■ **AIM OF THE EXERCISE**:
In the data below, locate each line with the word "JULIO" and list it.

■ **WORKING DATA**:
*** Begin section ***

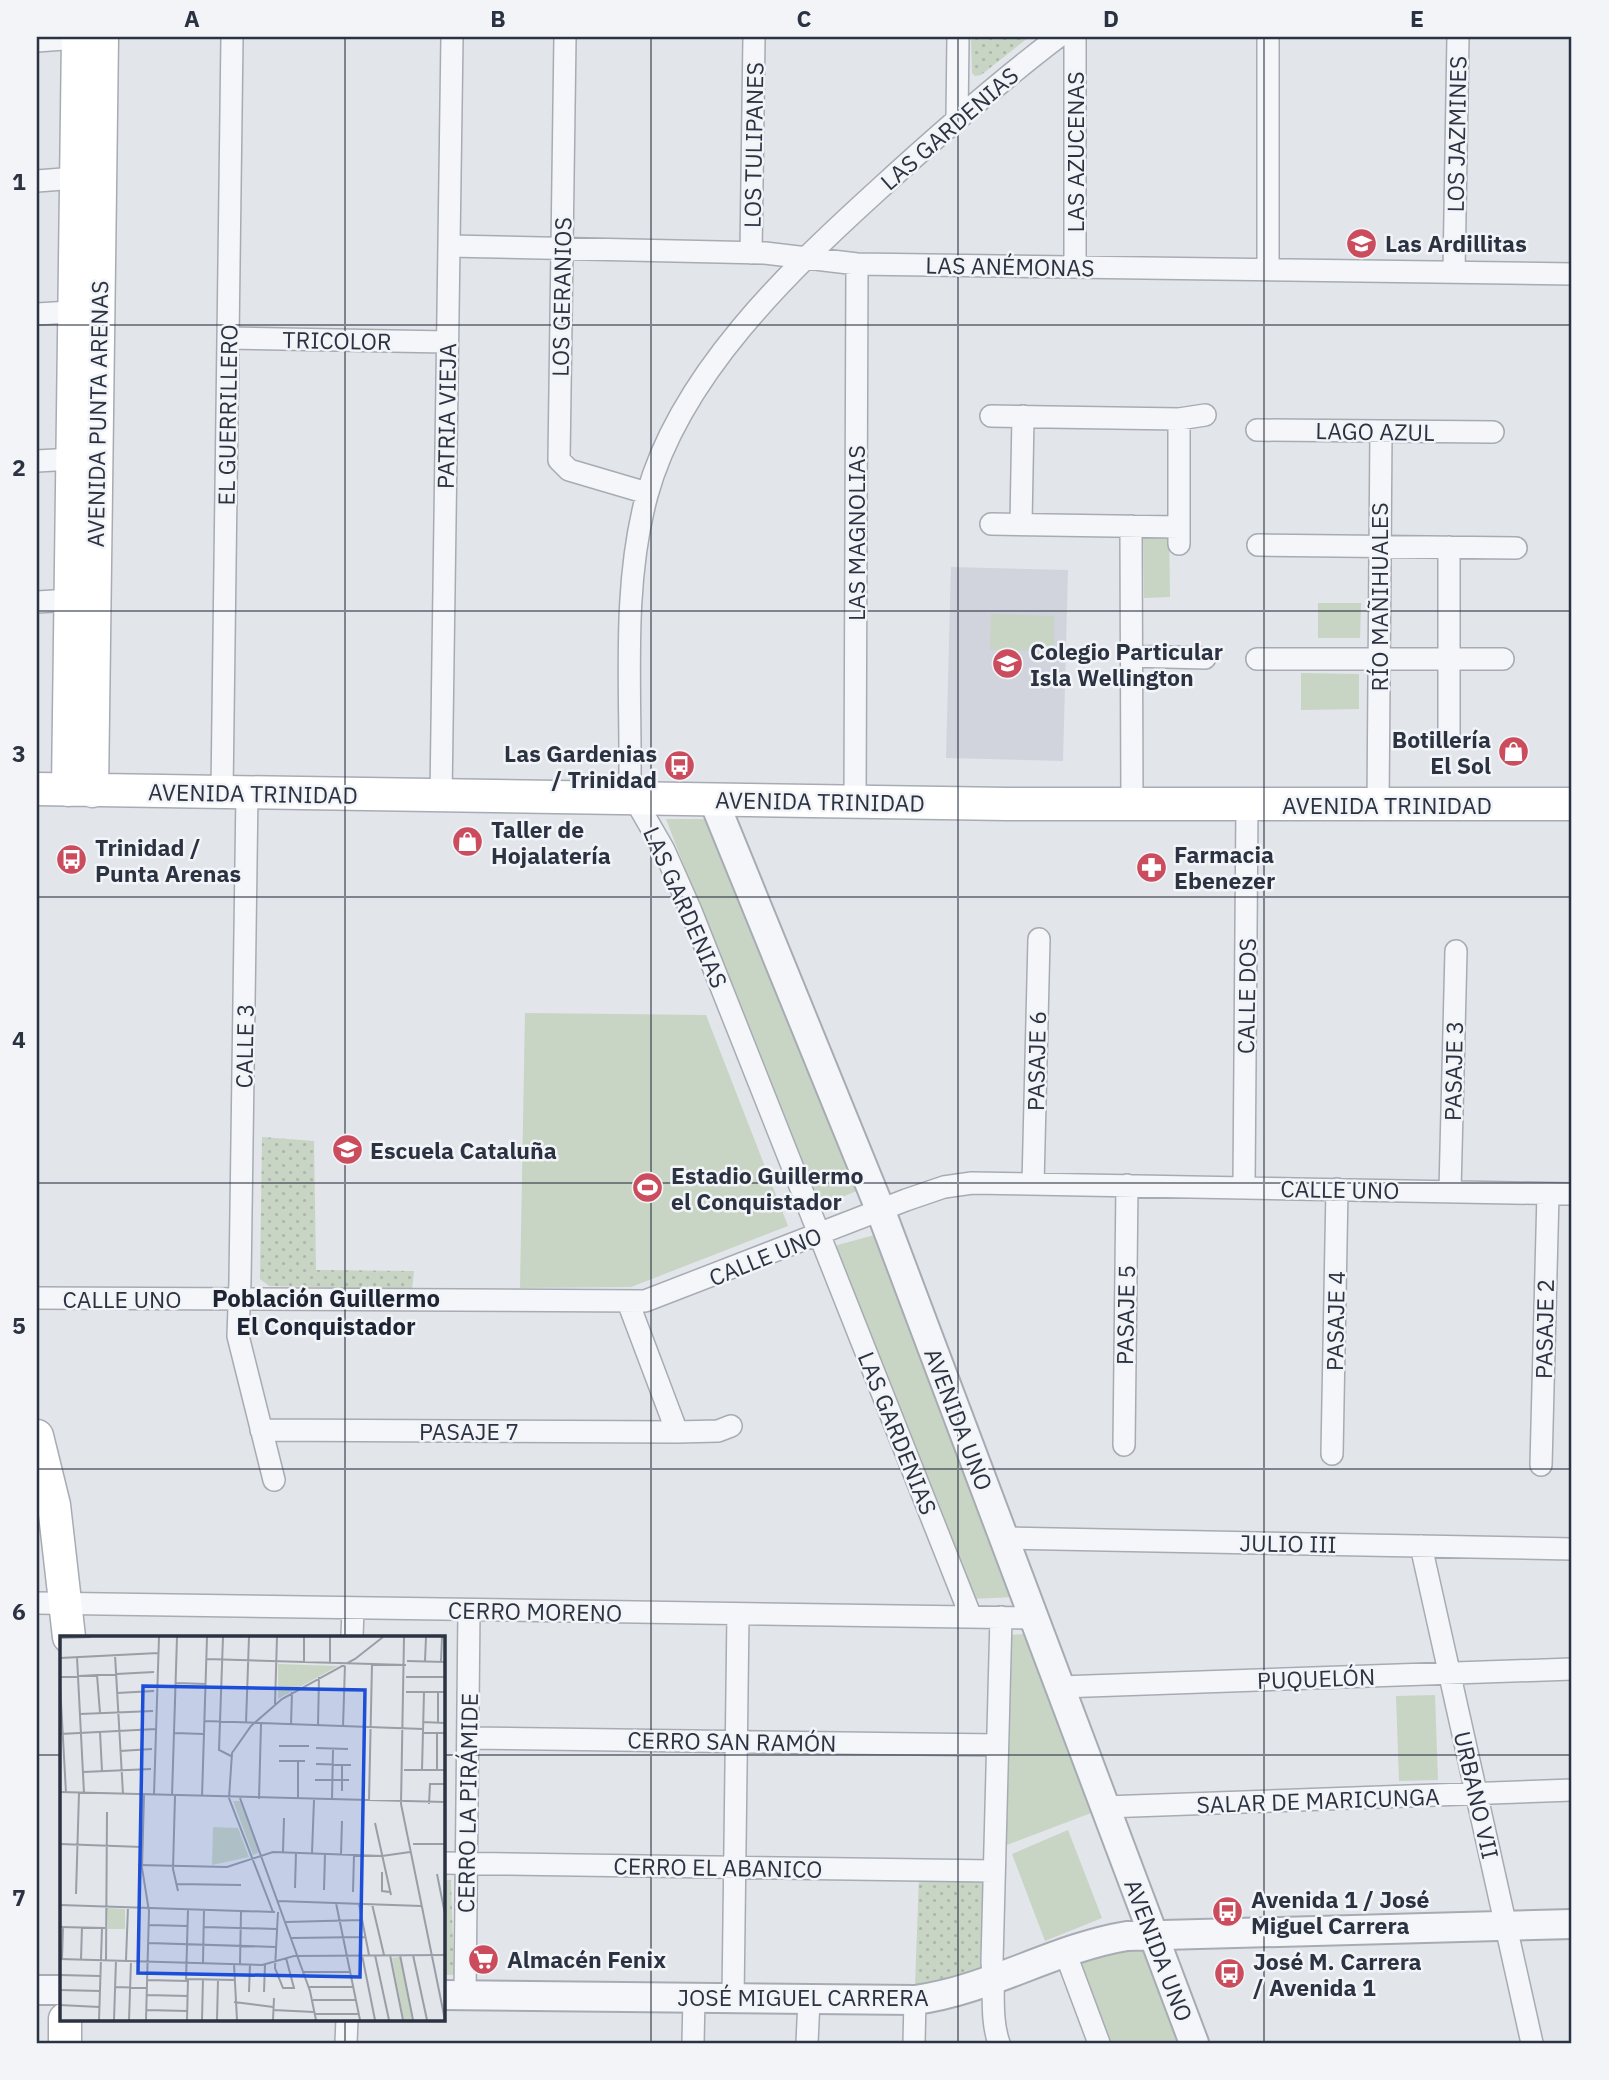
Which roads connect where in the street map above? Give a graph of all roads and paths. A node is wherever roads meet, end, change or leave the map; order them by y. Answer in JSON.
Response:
{"nodes":[{"id":1,"x":86,"y":37,"type":"edge"},
{"id":2,"x":232,"y":37,"type":"edge"},
{"id":3,"x":452,"y":37,"type":"edge"},
{"id":4,"x":565,"y":37,"type":"edge"},
{"id":5,"x":754,"y":37,"type":"edge"},
{"id":6,"x":958,"y":37,"type":"edge"},
{"id":7,"x":1058,"y":37,"type":"edge"},
{"id":8,"x":1075,"y":37,"type":"edge"},
{"id":9,"x":1268,"y":37,"type":"edge"},
{"id":10,"x":1458,"y":37,"type":"edge"},
{"id":11,"x":37,"y":41,"type":"edge"},
{"id":12,"x":957,"y":117,"type":"junction"},
{"id":13,"x":76,"y":178,"type":"junction"},
{"id":14,"x":37,"y":181,"type":"edge"},
{"id":15,"x":842,"y":223,"type":"junction"},
{"id":16,"x":449,"y":246,"type":"junction"},
{"id":17,"x":562,"y":249,"type":"junction"},
{"id":18,"x":751,"y":253,"type":"junction"},
{"id":19,"x":805,"y":257,"type":"junction"},
{"id":20,"x":852,"y":263,"type":"junction"},
{"id":21,"x":1074,"y":267,"type":"junction"},
{"id":22,"x":1268,"y":270,"type":"junction"},
{"id":23,"x":1454,"y":272,"type":"junction"},
{"id":24,"x":1572,"y":274,"type":"edge"},
{"id":25,"x":86,"y":311,"type":"junction"},
{"id":26,"x":37,"y":314,"type":"edge"},
{"id":27,"x":228,"y":338,"type":"junction"},
{"id":28,"x":447,"y":342,"type":"junction"},
{"id":29,"x":1205,"y":415,"type":"dead end"},
{"id":30,"x":991,"y":416,"type":"dead end"},
{"id":31,"x":1023,"y":416,"type":"junction"},
{"id":32,"x":1179,"y":419,"type":"junction"},
{"id":33,"x":1257,"y":430,"type":"dead end"},
{"id":34,"x":1381,"y":431,"type":"junction"},
{"id":35,"x":1493,"y":432,"type":"dead end"},
{"id":36,"x":73,"y":459,"type":"junction"},
{"id":37,"x":37,"y":461,"type":"edge"},
{"id":38,"x":648,"y":493,"type":"junction"},
{"id":39,"x":991,"y":524,"type":"dead end"},
{"id":40,"x":1021,"y":524,"type":"junction"},
{"id":41,"x":1131,"y":526,"type":"junction"},
{"id":42,"x":1258,"y":545,"type":"dead end"},
{"id":43,"x":1380,"y":547,"type":"junction"},
{"id":44,"x":1449,"y":547,"type":"junction"},
{"id":45,"x":1516,"y":548,"type":"dead end"},
{"id":46,"x":71,"y":600,"type":"junction"},
{"id":47,"x":37,"y":602,"type":"edge"},
{"id":48,"x":1130,"y":656,"type":"junction"},
{"id":49,"x":1205,"y":658,"type":"dead end"},
{"id":50,"x":1257,"y":659,"type":"dead end"},
{"id":51,"x":1379,"y":659,"type":"junction"},
{"id":52,"x":1449,"y":659,"type":"junction"},
{"id":53,"x":1503,"y":659,"type":"dead end"},
{"id":54,"x":1449,"y":736,"type":"dead end"},
{"id":55,"x":37,"y":789,"type":"edge"},
{"id":56,"x":80,"y":790,"type":"junction"},
{"id":57,"x":235,"y":793,"type":"junction"},
{"id":58,"x":441,"y":796,"type":"junction"},
{"id":59,"x":634,"y":798,"type":"junction"},
{"id":60,"x":713,"y":800,"type":"junction"},
{"id":61,"x":855,"y":802,"type":"junction"},
{"id":62,"x":1132,"y":804,"type":"junction"},
{"id":63,"x":1572,"y":804,"type":"edge"},
{"id":64,"x":1247,"y":805,"type":"junction"},
{"id":65,"x":1378,"y":806,"type":"junction"},
{"id":66,"x":1039,"y":939,"type":"dead end"},
{"id":67,"x":1456,"y":951,"type":"dead end"},
{"id":68,"x":1033,"y":1184,"type":"junction"},
{"id":69,"x":1127,"y":1185,"type":"junction"},
{"id":70,"x":1244,"y":1186,"type":"junction"},
{"id":71,"x":1337,"y":1189,"type":"junction"},
{"id":72,"x":1450,"y":1191,"type":"junction"},
{"id":73,"x":1548,"y":1194,"type":"junction"},
{"id":74,"x":1572,"y":1194,"type":"edge"},
{"id":75,"x":880,"y":1209,"type":"junction"},
{"id":76,"x":819,"y":1235,"type":"junction"},
{"id":77,"x":37,"y":1298,"type":"edge"},
{"id":78,"x":240,"y":1300,"type":"junction"},
{"id":79,"x":628,"y":1303,"type":"junction"},
{"id":80,"x":731,"y":1426,"type":"dead end"},
{"id":81,"x":261,"y":1430,"type":"junction"},
{"id":82,"x":677,"y":1432,"type":"junction"},
{"id":83,"x":37,"y":1436,"type":"edge"},
{"id":84,"x":1124,"y":1445,"type":"dead end"},
{"id":85,"x":1332,"y":1454,"type":"dead end"},
{"id":86,"x":1541,"y":1465,"type":"dead end"},
{"id":87,"x":274,"y":1480,"type":"dead end"},
{"id":88,"x":1004,"y":1538,"type":"junction"},
{"id":89,"x":1421,"y":1546,"type":"junction"},
{"id":90,"x":1572,"y":1549,"type":"edge"},
{"id":91,"x":37,"y":1550,"type":"edge"},
{"id":92,"x":51,"y":1604,"type":"edge"},
{"id":93,"x":353,"y":1608,"type":"junction"},
{"id":94,"x":469,"y":1610,"type":"junction"},
{"id":95,"x":738,"y":1614,"type":"junction"},
{"id":96,"x":971,"y":1617,"type":"junction"},
{"id":97,"x":1000,"y":1617,"type":"junction"},
{"id":98,"x":1034,"y":1618,"type":"junction"},
{"id":99,"x":68,"y":1636,"type":"edge"},
{"id":100,"x":352,"y":1636,"type":"edge"},
{"id":101,"x":1572,"y":1669,"type":"edge"},
{"id":102,"x":1450,"y":1674,"type":"junction"},
{"id":103,"x":1060,"y":1687,"type":"junction"},
{"id":104,"x":468,"y":1738,"type":"junction"},
{"id":105,"x":736,"y":1742,"type":"junction"},
{"id":106,"x":997,"y":1745,"type":"junction"},
{"id":107,"x":1572,"y":1790,"type":"edge"},
{"id":108,"x":1477,"y":1794,"type":"junction"},
{"id":109,"x":1105,"y":1807,"type":"junction"},
{"id":110,"x":444,"y":1863,"type":"edge"},
{"id":111,"x":466,"y":1863,"type":"junction"},
{"id":112,"x":734,"y":1867,"type":"junction"},
{"id":113,"x":994,"y":1871,"type":"junction"},
{"id":114,"x":1572,"y":1924,"type":"edge"},
{"id":115,"x":1506,"y":1925,"type":"junction"},
{"id":116,"x":1153,"y":1934,"type":"junction"},
{"id":117,"x":1065,"y":1952,"type":"junction"},
{"id":118,"x":994,"y":1981,"type":"junction"},
{"id":119,"x":37,"y":1990,"type":"edge"},
{"id":120,"x":60,"y":1990,"type":"edge"},
{"id":121,"x":454,"y":1996,"type":"edge"},
{"id":122,"x":694,"y":1998,"type":"junction"},
{"id":123,"x":733,"y":1999,"type":"junction"},
{"id":124,"x":808,"y":2000,"type":"junction"},
{"id":125,"x":915,"y":2000,"type":"junction"},
{"id":126,"x":65,"y":2021,"type":"edge"},
{"id":127,"x":346,"y":2021,"type":"edge"},
{"id":128,"x":65,"y":2043,"type":"edge"},
{"id":129,"x":346,"y":2043,"type":"edge"},
{"id":130,"x":693,"y":2043,"type":"edge"},
{"id":131,"x":807,"y":2043,"type":"edge"},
{"id":132,"x":914,"y":2043,"type":"edge"},
{"id":133,"x":999,"y":2043,"type":"edge"},
{"id":134,"x":1099,"y":2043,"type":"edge"},
{"id":135,"x":1194,"y":2043,"type":"edge"},
{"id":136,"x":1532,"y":2043,"type":"edge"}],
"edges":[{"from":1,"to":11,"type":"street"},
{"from":1,"to":13,"type":"main road"},
{"from":1,"to":25,"type":"main road","name":"AVENIDA PUNTA ARENAS"},
{"from":2,"to":27,"type":"street","name":"EL GUERRILLERO"},
{"from":3,"to":16,"type":"street","name":"PATRIA VIEJA"},
{"from":4,"to":17,"type":"street","name":"LOS GERANIOS"},
{"from":5,"to":18,"type":"street","name":"LOS TULIPANES"},
{"from":6,"to":12,"type":"street"},
{"from":7,"to":12,"type":"street","name":"LAS GARDENIAS"},
{"from":8,"to":21,"type":"street","name":"LAS AZUCENAS"},
{"from":9,"to":22,"type":"street"},
{"from":10,"to":23,"type":"street","name":"LOS JAZMINES"},
{"from":12,"to":15,"type":"street","name":"LAS GARDENIAS"},
{"from":13,"to":14,"type":"street"},
{"from":13,"to":25,"type":"main road"},
{"from":15,"to":19,"type":"street","name":"LAS GARDENIAS"},
{"from":15,"to":20,"type":"street"},
{"from":16,"to":17,"type":"street","name":"LAS ANÉMONAS"},
{"from":16,"to":28,"type":"street","name":"PATRIA VIEJA"},
{"from":17,"to":18,"type":"street","name":"LAS ANÉMONAS"},
{"from":17,"to":38,"type":"street","name":"LOS GERANIOS"},
{"from":18,"to":19,"type":"street","name":"LAS ANÉMONAS"},
{"from":19,"to":20,"type":"street","name":"LAS ANÉMONAS"},
{"from":19,"to":38,"type":"street","name":"LAS GARDENIAS"},
{"from":20,"to":21,"type":"street","name":"LAS ANÉMONAS"},
{"from":20,"to":61,"type":"street","name":"LAS MAGNOLIAS"},
{"from":21,"to":22,"type":"street","name":"LAS ANÉMONAS"},
{"from":22,"to":23,"type":"street","name":"LAS ANÉMONAS"},
{"from":23,"to":24,"type":"street","name":"LAS ANÉMONAS"},
{"from":25,"to":26,"type":"street"},
{"from":25,"to":36,"type":"main road"},
{"from":25,"to":56,"type":"main road","name":"AVENIDA PUNTA ARENAS"},
{"from":27,"to":28,"type":"street","name":"TRICOLOR"},
{"from":27,"to":57,"type":"street","name":"EL GUERRILLERO"},
{"from":28,"to":58,"type":"street","name":"PATRIA VIEJA"},
{"from":29,"to":32,"type":"street"},
{"from":30,"to":31,"type":"street"},
{"from":31,"to":32,"type":"street"},
{"from":31,"to":40,"type":"street"},
{"from":32,"to":41,"type":"street"},
{"from":33,"to":34,"type":"street","name":"LAGO AZUL"},
{"from":34,"to":35,"type":"street","name":"LAGO AZUL"},
{"from":34,"to":43,"type":"street","name":"RÍO MAÑIHUALES"},
{"from":36,"to":37,"type":"street"},
{"from":36,"to":46,"type":"main road"},
{"from":38,"to":59,"type":"street","name":"LAS GARDENIAS"},
{"from":39,"to":40,"type":"street"},
{"from":40,"to":41,"type":"street"},
{"from":41,"to":48,"type":"street"},
{"from":42,"to":43,"type":"street"},
{"from":43,"to":44,"type":"street"},
{"from":43,"to":51,"type":"street","name":"RÍO MAÑIHUALES"},
{"from":44,"to":45,"type":"street"},
{"from":44,"to":52,"type":"street"},
{"from":46,"to":47,"type":"street"},
{"from":46,"to":56,"type":"main road"},
{"from":48,"to":49,"type":"street"},
{"from":48,"to":62,"type":"street"},
{"from":50,"to":51,"type":"street"},
{"from":51,"to":52,"type":"street"},
{"from":51,"to":65,"type":"street","name":"RÍO MAÑIHUALES"},
{"from":52,"to":53,"type":"street"},
{"from":52,"to":54,"type":"street"},
{"from":55,"to":56,"type":"main road","name":"AVENIDA TRINIDAD"},
{"from":56,"to":57,"type":"main road","name":"AVENIDA TRINIDAD"},
{"from":57,"to":58,"type":"main road","name":"AVENIDA TRINIDAD"},
{"from":57,"to":78,"type":"street","name":"CALLE 3"},
{"from":58,"to":59,"type":"main road","name":"AVENIDA TRINIDAD"},
{"from":59,"to":60,"type":"main road","name":"AVENIDA TRINIDAD"},
{"from":59,"to":76,"type":"street","name":"LAS GARDENIAS"},
{"from":60,"to":61,"type":"main road","name":"AVENIDA TRINIDAD"},
{"from":60,"to":75,"type":"street","name":"AVENIDA UNO"},
{"from":61,"to":62,"type":"main road","name":"AVENIDA TRINIDAD"},
{"from":62,"to":64,"type":"main road","name":"AVENIDA TRINIDAD"},
{"from":63,"to":65,"type":"main road","name":"AVENIDA TRINIDAD"},
{"from":64,"to":65,"type":"main road","name":"AVENIDA TRINIDAD"},
{"from":64,"to":70,"type":"street","name":"CALLE DOS"},
{"from":66,"to":68,"type":"street","name":"PASAJE 6"},
{"from":67,"to":72,"type":"street","name":"PASAJE 3"},
{"from":68,"to":69,"type":"street","name":"CALLE UNO"},
{"from":68,"to":75,"type":"street","name":"CALLE UNO"},
{"from":69,"to":70,"type":"street","name":"CALLE UNO"},
{"from":69,"to":84,"type":"street","name":"PASAJE 5"},
{"from":70,"to":71,"type":"street","name":"CALLE UNO"},
{"from":71,"to":72,"type":"street","name":"CALLE UNO"},
{"from":71,"to":85,"type":"street","name":"PASAJE 4"},
{"from":72,"to":73,"type":"street","name":"CALLE UNO"},
{"from":73,"to":74,"type":"street","name":"CALLE UNO"},
{"from":73,"to":86,"type":"street","name":"PASAJE 2"},
{"from":75,"to":76,"type":"street","name":"CALLE UNO"},
{"from":75,"to":88,"type":"street","name":"AVENIDA UNO"},
{"from":76,"to":79,"type":"street","name":"CALLE UNO"},
{"from":76,"to":96,"type":"street","name":"LAS GARDENIAS"},
{"from":77,"to":78,"type":"street","name":"CALLE UNO"},
{"from":78,"to":79,"type":"street","name":"CALLE UNO"},
{"from":78,"to":81,"type":"street","name":"CALLE 3"},
{"from":79,"to":82,"type":"street"},
{"from":80,"to":82,"type":"street","name":"PASAJE 7"},
{"from":81,"to":82,"type":"street","name":"PASAJE 7"},
{"from":81,"to":87,"type":"street","name":"CALLE 3"},
{"from":83,"to":92,"type":"main road"},
{"from":88,"to":89,"type":"street","name":"JULIO III"},
{"from":88,"to":98,"type":"street","name":"AVENIDA UNO"},
{"from":89,"to":90,"type":"street","name":"JULIO III"},
{"from":89,"to":102,"type":"street","name":"URBANO VII"},
{"from":91,"to":92,"type":"main road"},
{"from":92,"to":93,"type":"street","name":"CERRO MORENO"},
{"from":92,"to":99,"type":"main road"},
{"from":93,"to":94,"type":"street","name":"CERRO MORENO"},
{"from":93,"to":100,"type":"street"},
{"from":94,"to":95,"type":"street","name":"CERRO MORENO"},
{"from":94,"to":104,"type":"street","name":"CERRO LA PIRÁMIDE"},
{"from":95,"to":96,"type":"street","name":"CERRO MORENO"},
{"from":95,"to":105,"type":"street"},
{"from":96,"to":97,"type":"street","name":"CERRO MORENO"},
{"from":97,"to":98,"type":"street","name":"CERRO MORENO"},
{"from":97,"to":106,"type":"street"},
{"from":98,"to":103,"type":"street","name":"AVENIDA UNO"},
{"from":101,"to":102,"type":"street","name":"PUQUELÓN"},
{"from":102,"to":103,"type":"street","name":"PUQUELÓN"},
{"from":102,"to":108,"type":"street","name":"URBANO VII"},
{"from":103,"to":109,"type":"street","name":"AVENIDA UNO"},
{"from":104,"to":105,"type":"street","name":"CERRO SAN RAMÓN"},
{"from":104,"to":111,"type":"street","name":"CERRO LA PIRÁMIDE"},
{"from":105,"to":106,"type":"street","name":"CERRO SAN RAMÓN"},
{"from":105,"to":112,"type":"street"},
{"from":106,"to":113,"type":"street"},
{"from":107,"to":108,"type":"street","name":"SALAR DE MARICUNGA"},
{"from":108,"to":109,"type":"street","name":"SALAR DE MARICUNGA"},
{"from":108,"to":115,"type":"street","name":"URBANO VII"},
{"from":109,"to":116,"type":"street","name":"AVENIDA UNO"},
{"from":110,"to":111,"type":"street","name":"CERRO EL ABANICO"},
{"from":111,"to":112,"type":"street","name":"CERRO EL ABANICO"},
{"from":111,"to":121,"type":"street","name":"CERRO LA PIRÁMIDE"},
{"from":112,"to":113,"type":"street","name":"CERRO EL ABANICO"},
{"from":112,"to":123,"type":"street"},
{"from":113,"to":118,"type":"street"},
{"from":114,"to":115,"type":"street","name":"JOSÉ MIGUEL CARRERA"},
{"from":115,"to":116,"type":"street","name":"JOSÉ MIGUEL CARRERA"},
{"from":115,"to":136,"type":"street","name":"URBANO VII"},
{"from":116,"to":117,"type":"street","name":"JOSÉ MIGUEL CARRERA"},
{"from":116,"to":135,"type":"street","name":"AVENIDA UNO"},
{"from":117,"to":118,"type":"street","name":"JOSÉ MIGUEL CARRERA"},
{"from":117,"to":134,"type":"street"},
{"from":118,"to":125,"type":"street","name":"JOSÉ MIGUEL CARRERA"},
{"from":118,"to":133,"type":"street"},
{"from":119,"to":120,"type":"street"},
{"from":121,"to":122,"type":"street","name":"JOSÉ MIGUEL CARRERA"},
{"from":122,"to":123,"type":"street","name":"JOSÉ MIGUEL CARRERA"},
{"from":122,"to":130,"type":"street"},
{"from":123,"to":124,"type":"street","name":"JOSÉ MIGUEL CARRERA"},
{"from":124,"to":125,"type":"street","name":"JOSÉ MIGUEL CARRERA"},
{"from":124,"to":131,"type":"street"},
{"from":125,"to":132,"type":"street"},
{"from":126,"to":128,"type":"main road"},
{"from":127,"to":129,"type":"street"}]}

*** End section ***

■ **PROBLEM SOLUTION**:
{"from":88,"to":89,"type":"street","name":"JULIO III"},
{"from":89,"to":90,"type":"street","name":"JULIO III"},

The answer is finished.